• [What you will do]:
Once every line in the data below has been checked for "dead", give the number of lines that hold it, and only that.

Dataset entries:
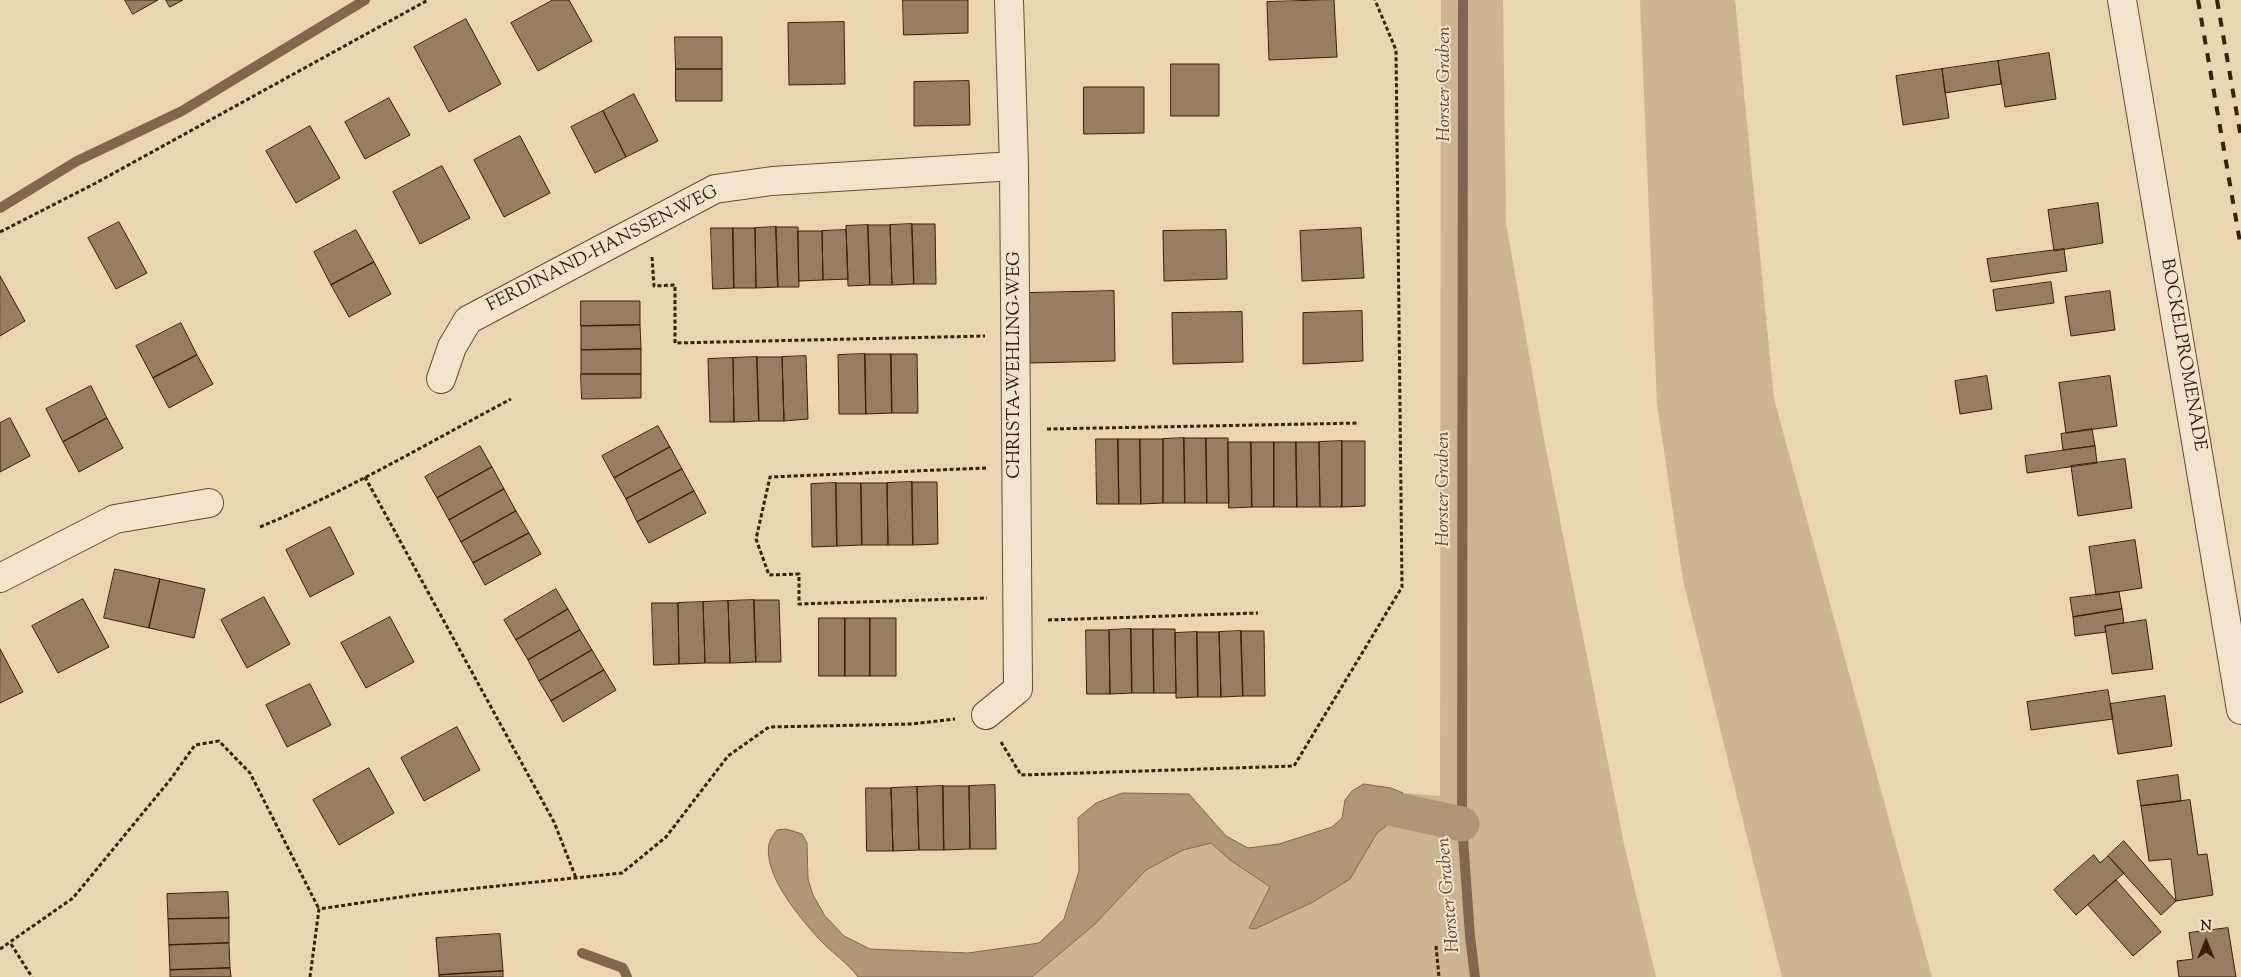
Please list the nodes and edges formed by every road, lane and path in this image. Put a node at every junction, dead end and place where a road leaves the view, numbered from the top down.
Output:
1 (428, 0) edge
2 (1008, 0) edge
3 (1375, 0) edge
4 (2122, 0) edge
5 (1014, 166) junction
6 (650, 223) junction
7 (0, 232) edge
8 (1016, 336) junction
9 (441, 380) dead end
10 (511, 399) dead end
11 (1359, 423) dead end
12 (1016, 429) junction
13 (1016, 467) junction
14 (365, 477) junction
15 (209, 503) dead end
16 (260, 527) dead end
17 (0, 578) edge
18 (1018, 609) junction
19 (1258, 613) dead end
20 (2241, 710) edge
21 (986, 715) junction
22 (576, 878) junction
23 (319, 909) junction
24 (11, 944) junction
25 (1436, 946) dead end
26 (0, 950) edge
27 (32, 977) edge
28 (310, 977) edge
29 (1439, 977) edge

1 - 7 path
2 - 5 street, CHRISTA-WEHLING-WEG
3 - 21 path
4 - 20 street, BOCKELPROMENADE
5 - 6 street, FERDINAND-HANSSEN-WEG
5 - 8 street, CHRISTA-WEHLING-WEG
6 - 8 path
6 - 9 street, FERDINAND-HANSSEN-WEG
8 - 12 street, CHRISTA-WEHLING-WEG
10 - 14 path
11 - 12 path
12 - 13 street, CHRISTA-WEHLING-WEG
13 - 18 street, CHRISTA-WEHLING-WEG
13 - 18 path
14 - 16 path
14 - 22 path
15 - 17 street
18 - 19 path
18 - 21 street, CHRISTA-WEHLING-WEG
21 - 22 path
22 - 23 path
23 - 24 path
23 - 28 path
24 - 26 path
24 - 27 path
25 - 29 path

• [Response]:
8